LOVE IS LIKE... I told Annie that I had finally composed the love song she keeps encouraging me to write. She listened to it once, and then said, “Keep trying.”

HAPPY TRAIL MIX. If you’re going to sing about the lives of men who work cattle, eating beef would seem to be a prerequisite. In the cattleman’s battle to compete with emerging dietary trends, this finale is a new take on a familiar tune.

So just who is this Al "Doc" Mehl, anyway?

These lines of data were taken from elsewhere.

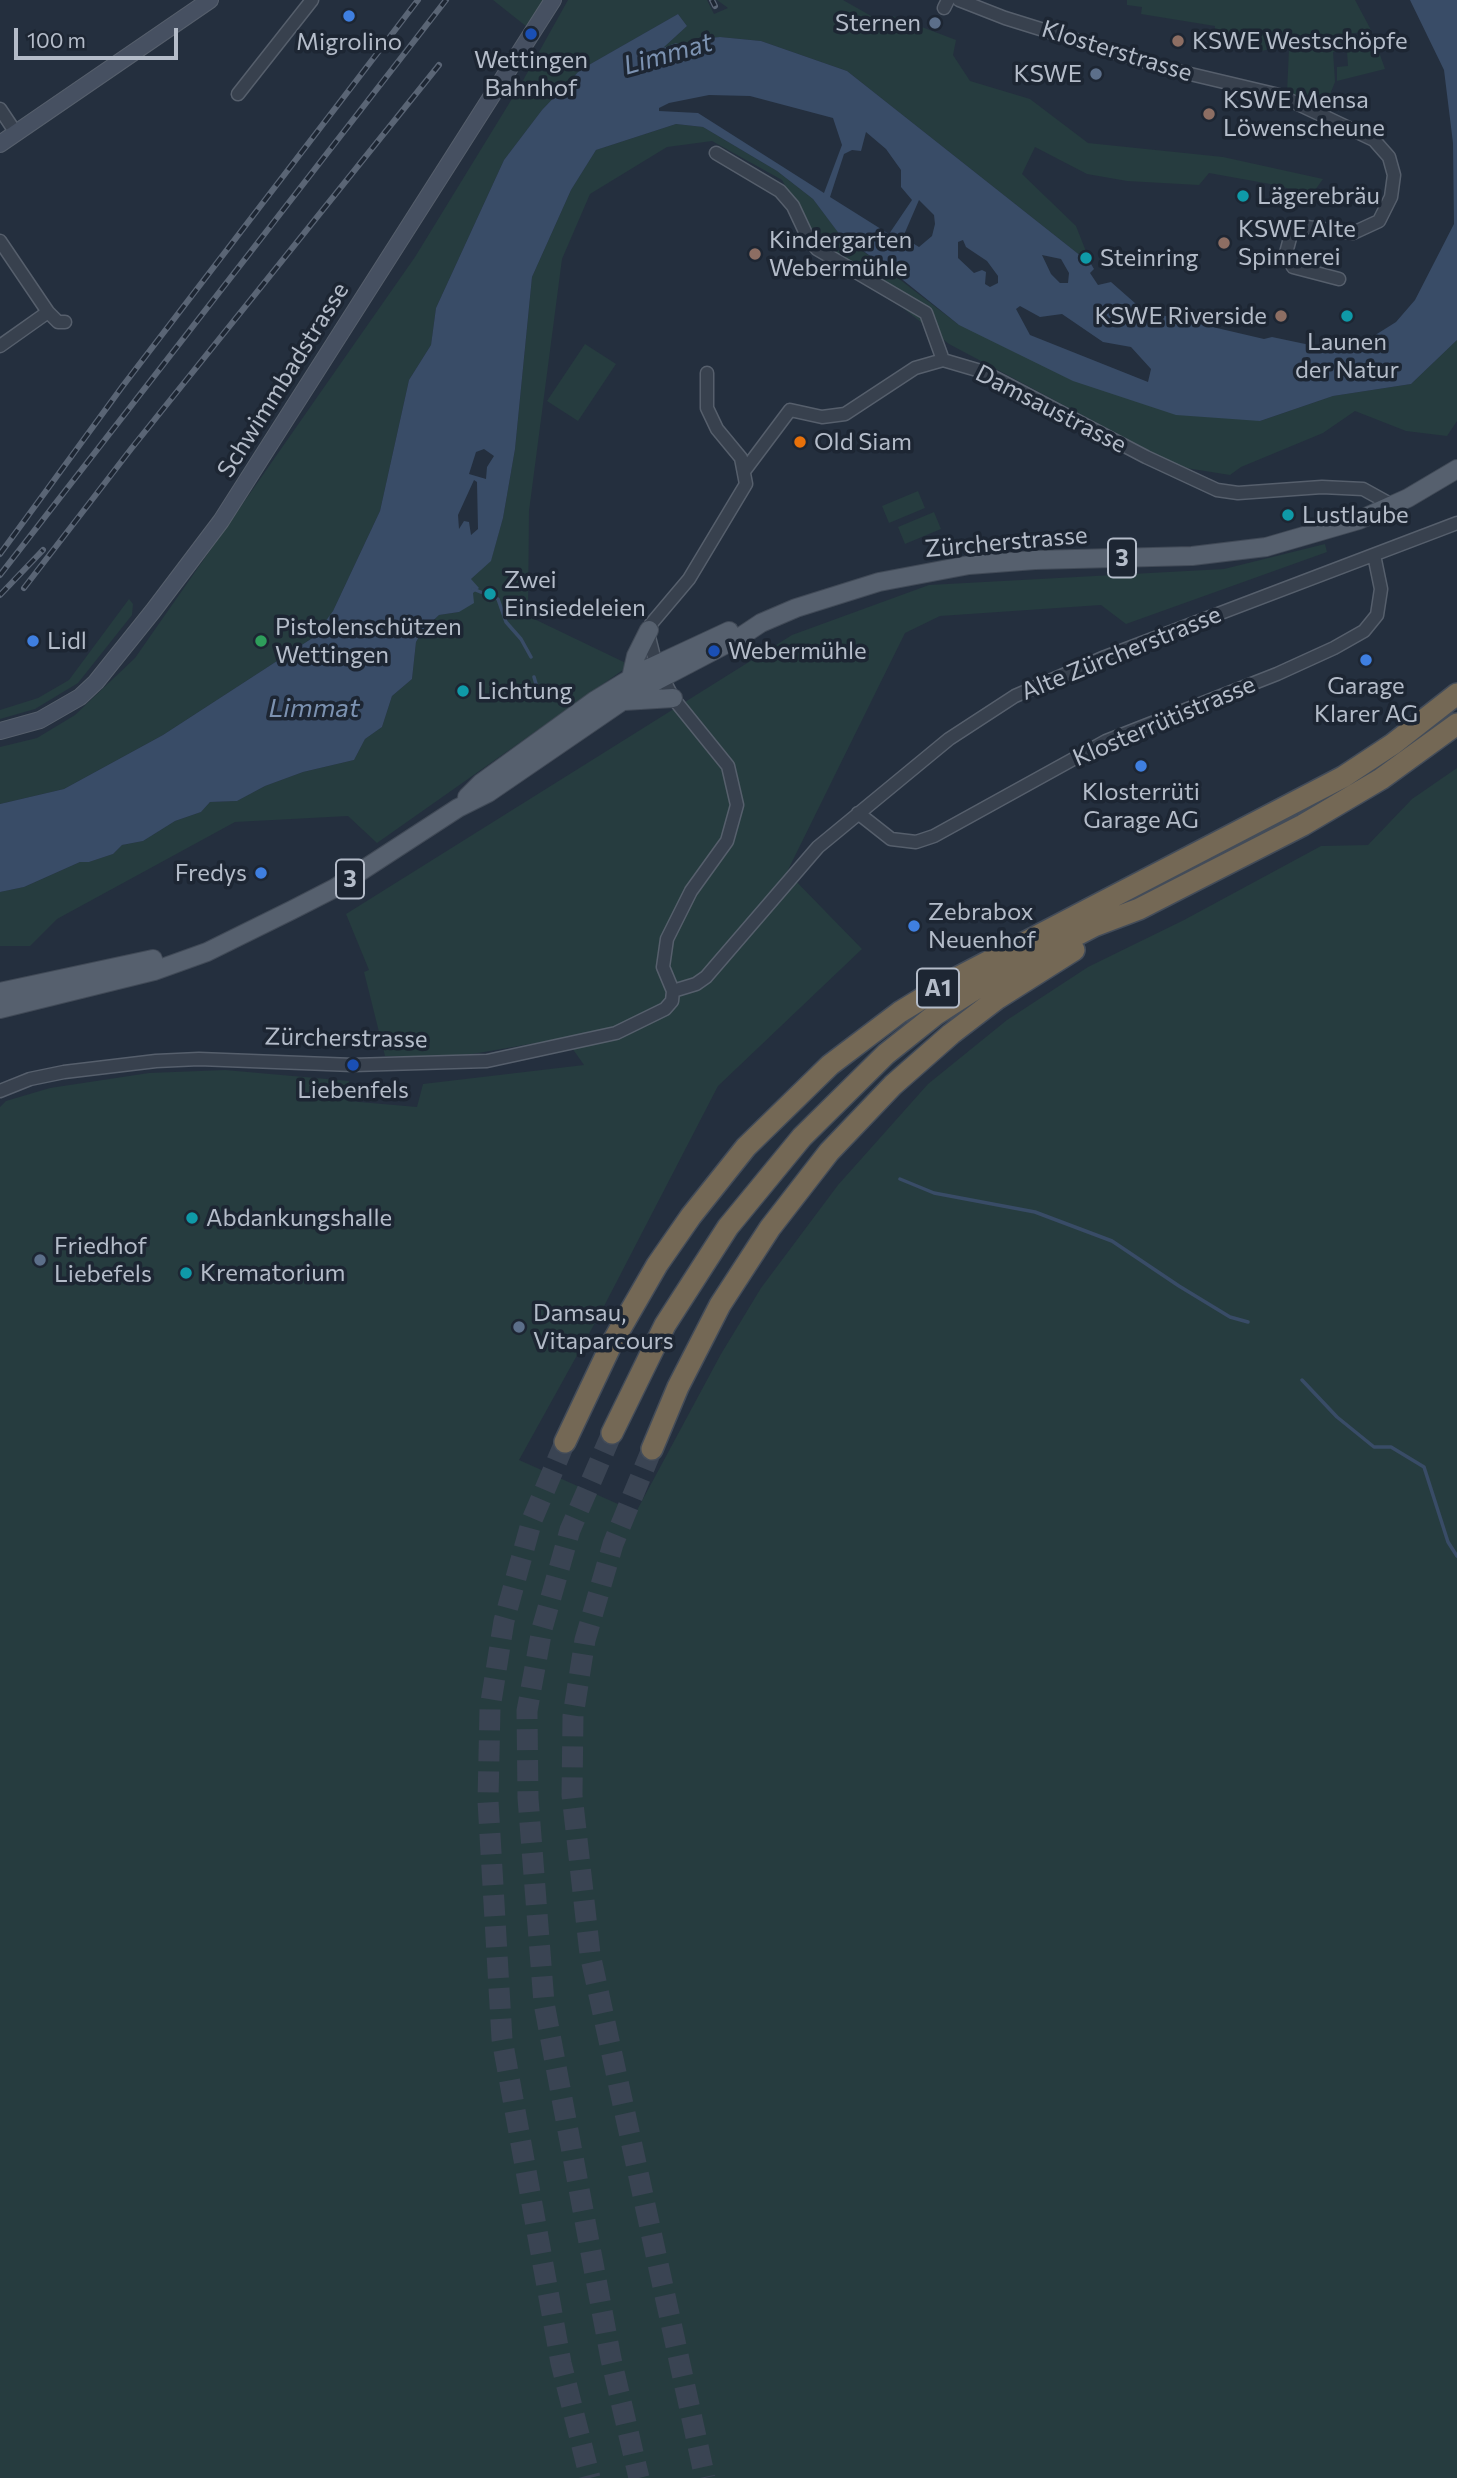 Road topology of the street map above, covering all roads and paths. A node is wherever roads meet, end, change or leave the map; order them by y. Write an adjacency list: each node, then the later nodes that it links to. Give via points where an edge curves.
1 (210, 0): 7 (main road)
2 (312, 0): 5 (street)
3 (553, 0): 29 (main road, Schwimmbadstrasse, via 220,521 153,611 80,697 40,720)
4 (959, 0): 11 (street, Klosterstrasse, via 1169,69 1279,95 1374,139 1389,157 1394,175 1391,197 1379,221 1353,233 1294,227 1286,253 1293,267)
5 (238, 94)
6 (0, 109): 7 (street)
7 (16, 133): 8 (main road)
8 (0, 144)
9 (716, 153): 15 (street, via 780,191 817,249 926,313)
10 (2, 249): 12 (street)
11 (1339, 279)
12 (48, 312): 13 (street, via 58,322); 14 (street)
13 (65, 322)
14 (0, 346)
15 (943, 360): 18 (street, Damsaustrasse, via 915,368 845,414 822,417 789,410); 19 (street, Damsaustrasse, via 984,372 1217,490 1363,489)
16 (707, 373): 18 (street, via 707,408)
17 (1457, 469): 19 (main road, Zürcherstrasse / 3)
18 (745, 470): 22 (street, via 746,484 737,502 689,579)
19 (1392, 505): 23 (main road, Zürcherstrasse / 3, via 1319,534 1248,550 1020,561 927,571 836,594)
20 (1457, 523): 21 (street, Alte Zürcherstrasse)
21 (1374, 555): 31 (street, Alte Zürcherstrasse, via 1015,696 966,727); 31 (street, Klosterrütistrasse, via 1381,589 1377,615 1364,631 1334,648 1107,741 934,836 916,842 891,839)
22 (649, 630): 23 (street); 24 (main road)
23 (659, 671): 24 (main road, 3); 26 (street); 27 (main road, 3)
24 (631, 678): 30 (main road, 3, via 481,783)
25 (1457, 694): 39 (highway, A1, via 1409,733 1343,776 959,976 830,1065 767,1125 691,1216 617,1334)
26 (673, 698): 27 (main road); 35 (street, via 724,758 737,804 727,841 691,891 667,939 663,967)
27 (621, 701): 30 (main road, 3, via 488,793)
28 (1457, 724): 32 (highway, A1, via 1346,801)
29 (0, 731)
30 (458, 808): 33 (main road, 3, via 335,888)
31 (858, 813): 35 (street, Alte Zürcherstrasse, via 792,874 706,977)
32 (1139, 909): 38 (highway, A1, via 1094,926 960,998 910,1034 841,1095 776,1166 712,1251 660,1334); 40 (highway, A1, via 974,1016 893,1085 843,1136 788,1203 736,1279 691,1359)
33 (234, 936): 34 (main road, 3, via 101,972); 36 (main road, 3, via 207,952 155,971)
34 (0, 992)
35 (673, 992): 37 (street, Zürcherstrasse, via 665,1009 616,1033 487,1061 353,1065 167,1060 64,1072)
36 (0, 1009)
37 (0, 1091)
38 (612, 1433)
39 (565, 1442)
40 (652, 1449)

Hailing from Boulder, Colorado, Al “Doc” Mehl traces his family roots to Central Kansas, where his grandfather raised six children on the family homestead. With one foot in the past and one in the present, Al weaves the history and the mystery of the West into his original poetry and music. He has performed in cowboy poetry festivals from Denver to Durango, from El Paso to Cheyenne. His debut music CD is titled “Asphalt Cowboy,” and this second music CD titled “I’d Rather Be...” was released in 2008. Al has also published a CD of original poetry titled “Cowboy Pottery,” and his poems have been featured on the website www.CowboyPoetry.com. Poet Doris Daley describes his work as “refreshing, original, witty, and loaded with clever wordplay about contemporary cowboy life.” Musician Juni Fisher adds, “Just when you think his fries have been left out of his Happy Meal, he whacks you over the head with a verse that leaves you stunned.” And, in the words of Rick Huff as published in The Western Way magazine, “there’s a unique mind at work here that may be one of a kind in the Western Music arena.”